New v/s Returning visitors’ behavior on schedule & results pages
Summary of Findings from Web Analytics and Heatmaps
Improving Player Profile pages’ accessible options
New users are more frequent to the team pages but returning users spend more time on those pages, especially the roster page. Both types favor the schedule/results and player pool pages over the news section or other pages on the home navigation. Neither type uses the site search on this page or hovers/clicks on the icons below the site search page. We believe that areas connected to the team roster could be improved because of these findings.
Clear alternatives to reduce uncertainty about upcoming matches
The filter is not intuitive for users, and they prefer to use chevron arrows for players (e.g. clicking to open to close). Visitors were not spotted effectively using the chevron or going to a player profile page. Maybe there wasn’t sufficient content to explain to new visitors how they can or cannot interact. They were interacting with the player card by intending to click the chevron arrow. They would then be sent to the Player Profile page. We can create a default experience that can make navigation and wayfinding easier for all visitors. Adding the View Profile link to the player card instead of hiding it behind the chevron arrow can create a faster, more understandable way of finding specifics about a player.

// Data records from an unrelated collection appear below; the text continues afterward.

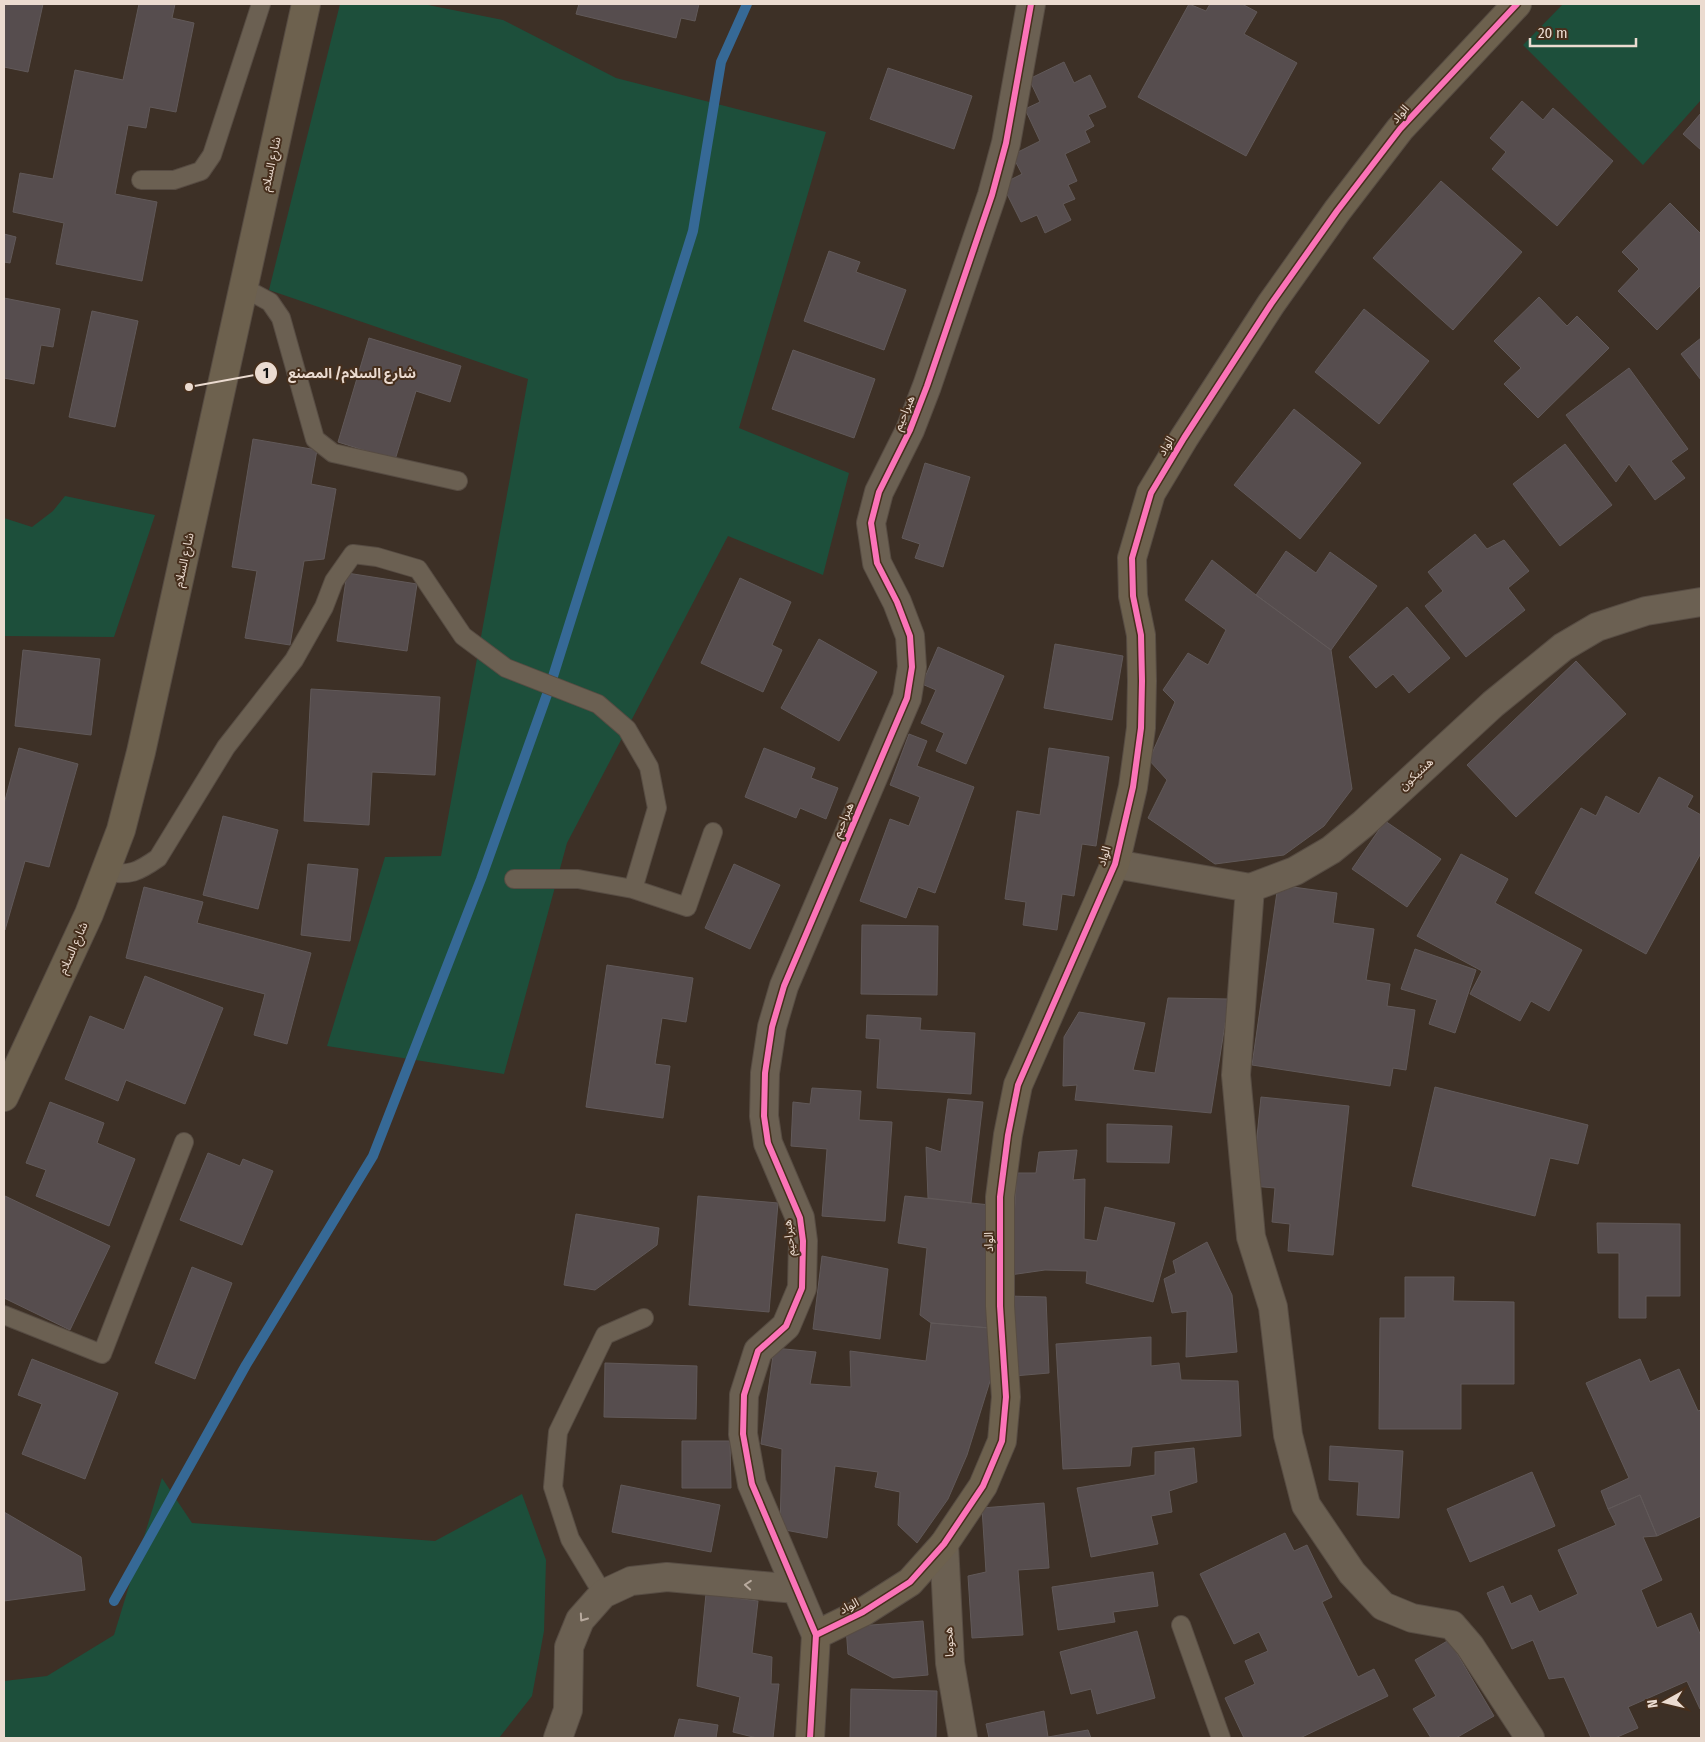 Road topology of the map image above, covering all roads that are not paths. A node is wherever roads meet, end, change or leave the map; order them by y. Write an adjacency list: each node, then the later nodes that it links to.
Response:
1 (261, 4): 5 (lane)
2 (306, 4): 6 (street, شارع السلام)
3 (1031, 4): 20 (street, هبراحيم)
4 (1517, 4): 10 (street, الواد)
5 (141, 180)
6 (244, 288): 7 (lane); 11 (street, شارع السلام)
7 (458, 482)
8 (1701, 602): 13 (street, هشيكون)
9 (713, 832): 14 (lane)
10 (1115, 864): 13 (street); 19 (street, الواد)
11 (105, 872): 14 (lane); 15 (street, شارع السلام)
12 (514, 880): 14 (lane)
13 (1250, 888): 28 (street)
14 (633, 889)
15 (4, 1097)
16 (184, 1142): 17 (lane)
17 (4, 1315)
18 (644, 1318): 21 (lane)
19 (944, 1544): 23 (street, الواد); 26 (street, هحوما)
20 (796, 1589): 21 (street, one-way to 21); 23 (street, هبراحيم)
21 (603, 1594): 24 (street, one-way to 24)
22 (1181, 1625): 27 (lane)
23 (816, 1636): 25 (street)
24 (558, 1738)
25 (810, 1738)
26 (963, 1738)
27 (1221, 1738)
28 (1530, 1738)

Disabling the ability to sort out upcoming matches if no information is provided will facilitate reducing ambiguity. Also, not displaying the bottom column headers in this section may help grasp the fact that there is no actionable feature. We’ve put a button in each row to make it easier for people to check up on prior matches and browse for additional details about a match they’re interested in.

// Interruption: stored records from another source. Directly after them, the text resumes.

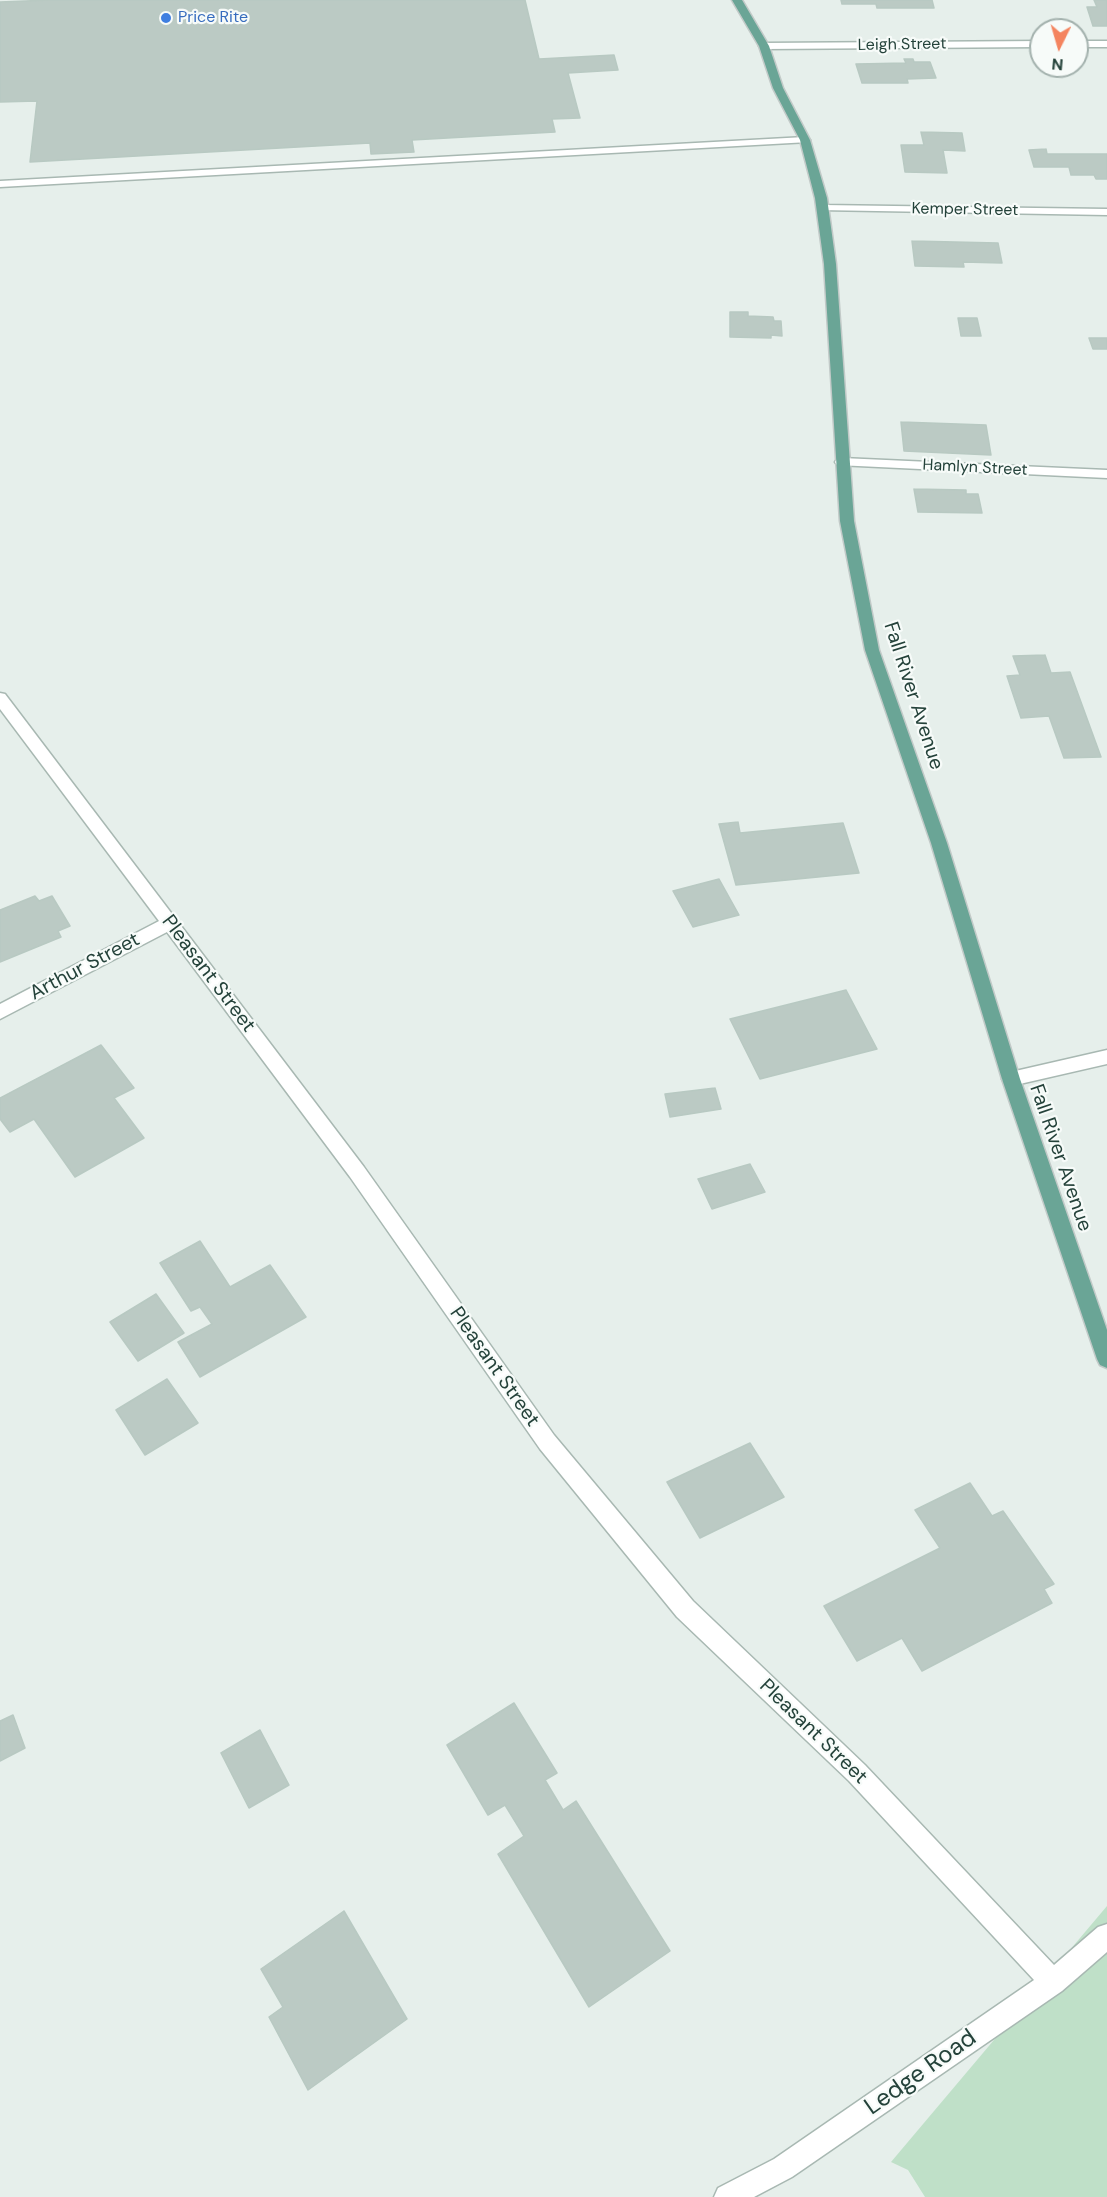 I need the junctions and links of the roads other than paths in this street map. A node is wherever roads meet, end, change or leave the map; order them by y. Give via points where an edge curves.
1 (737, 0) edge
2 (1029, 44) edge
3 (1089, 44) edge
4 (1107, 44) edge
5 (764, 46) junction
6 (805, 140) junction
7 (0, 184) edge
8 (823, 208) junction
9 (1107, 212) edge
10 (842, 462) junction
11 (1107, 474) edge
12 (0, 698) edge
13 (169, 923) junction
14 (0, 1012) edge
15 (1107, 1057) edge
16 (1011, 1079) junction
17 (1107, 1359) edge
18 (1107, 1936) edge
19 (1053, 1982) junction
20 (727, 2197) edge

1 - 5 main road, Fall River Avenue
2 - 5 street, Leigh Street
3 - 4 street
5 - 6 main road, Fall River Avenue via 778,88
6 - 7 street
6 - 8 main road, Fall River Avenue
8 - 9 street, Kemper Street
8 - 10 main road, Fall River Avenue
10 - 11 street, Hamlyn Street
10 - 16 main road, Fall River Avenue via 847,520 872,650 939,843
12 - 13 street, Pleasant Street
13 - 14 street, Arthur Street
13 - 19 street, Pleasant Street via 357,1172 547,1442 685,1609 857,1773
15 - 16 street
16 - 17 main road, Fall River Avenue
18 - 19 street, Ledge Road
19 - 20 street, Ledge Road via 783,2168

Out of all the recommendations to optimize the fan experience, our team aligned on first updating the player card would show an immediate improvement. By adjusting the HTML of each card component, the design was relatively simple to generate with Google Optimize. Our primary objective is to enhance user engagement on Player Pool pages and increase traffic to player profiles by improving the redirect and navigation experience. We believe that having the ‘view profile’ link and making the image clickable will reduce bounce rates from all rugby teams’ Player Pool pages.
My team and I presented our results and ideas to USA Rugby, The deliverables included a slide show and a one-page summary that outlined our findings of the study.
We were happy to see that the USA Rugby representatives found our findings and recommendations thoughtful and actionable. They are excited to share our findings with their colleagues which might come in handy if they want to propose a new design for the website.
I am pleased that we were able to extract conclusive results from raw data once we have defined the questions to ask and chosen our research goals. It was amazing to be a part of this since we were able to convey our key points while showing that little updates in the design can possibly make a huge difference in the overall experience.